PROBLEM:
Apart from the pictures, every entry below must be given again exactly.

[Stored data]
::::

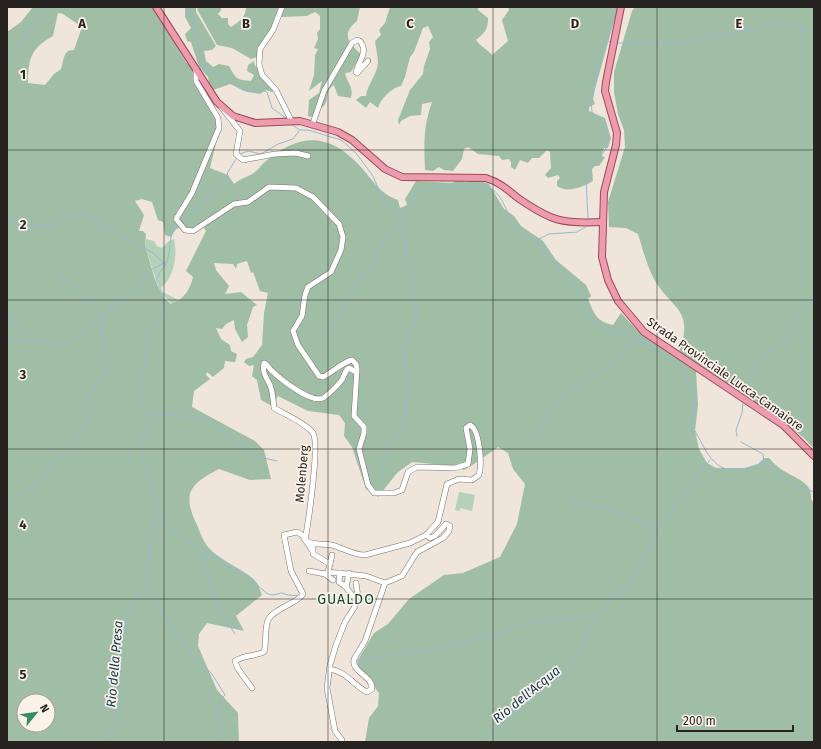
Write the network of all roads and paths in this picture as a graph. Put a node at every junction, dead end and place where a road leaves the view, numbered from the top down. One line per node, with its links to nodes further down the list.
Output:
1 (156, 7): 5 (main road)
2 (282, 7): 7 (street)
3 (621, 7): 10 (main road, Strada Provinciale Lucca-Camaiore)
4 (368, 61): 8 (street)
5 (196, 69): 6 (main road); 11 (street)
6 (222, 108): 7 (main road); 9 (street)
7 (288, 120): 8 (main road)
8 (313, 123): 10 (main road)
9 (308, 156)
10 (602, 222): 12 (main road, Strada Provinciale Lucca-Camaiore)
11 (358, 368): 13 (street); 14 (street, Molenberg)
12 (814, 456)
13 (426, 536): 15 (street); 25 (street)
14 (305, 540): 15 (street); 16 (street); 29 (street)
15 (314, 543): 16 (street)
16 (312, 550): 18 (street)
17 (332, 556): 18 (street)
18 (330, 564): 20 (street)
19 (309, 571): 20 (street)
20 (327, 573): 21 (street); 23 (street)
21 (340, 573): 22 (street); 23 (street)
22 (349, 573): 25 (street); 26 (street)
23 (337, 581): 26 (street)
24 (356, 583): 27 (street)
25 (385, 583): 28 (street)
26 (346, 587): 27 (street)
27 (356, 601): 28 (street)
28 (330, 669): 30 (street)
29 (252, 688)
30 (342, 740)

::::

OUTPUT:
Write the network of all roads and paths in this picture as a graph. Put a node at every junction, dead end and place where a road leaves the view, numbered from the top down. One line per node, with its links to nodes further down the list.
Output:
1 (156, 7): 5 (main road)
2 (282, 7): 7 (street)
3 (621, 7): 10 (main road, Strada Provinciale Lucca-Camaiore)
4 (368, 61): 8 (street)
5 (196, 69): 6 (main road); 11 (street)
6 (222, 108): 7 (main road); 9 (street)
7 (288, 120): 8 (main road)
8 (313, 123): 10 (main road)
9 (308, 156)
10 (602, 222): 12 (main road, Strada Provinciale Lucca-Camaiore)
11 (358, 368): 13 (street); 14 (street, Molenberg)
12 (814, 456)
13 (426, 536): 15 (street); 25 (street)
14 (305, 540): 15 (street); 16 (street); 29 (street)
15 (314, 543): 16 (street)
16 (312, 550): 18 (street)
17 (332, 556): 18 (street)
18 (330, 564): 20 (street)
19 (309, 571): 20 (street)
20 (327, 573): 21 (street); 23 (street)
21 (340, 573): 22 (street); 23 (street)
22 (349, 573): 25 (street); 26 (street)
23 (337, 581): 26 (street)
24 (356, 583): 27 (street)
25 (385, 583): 28 (street)
26 (346, 587): 27 (street)
27 (356, 601): 28 (street)
28 (330, 669): 30 (street)
29 (252, 688)
30 (342, 740)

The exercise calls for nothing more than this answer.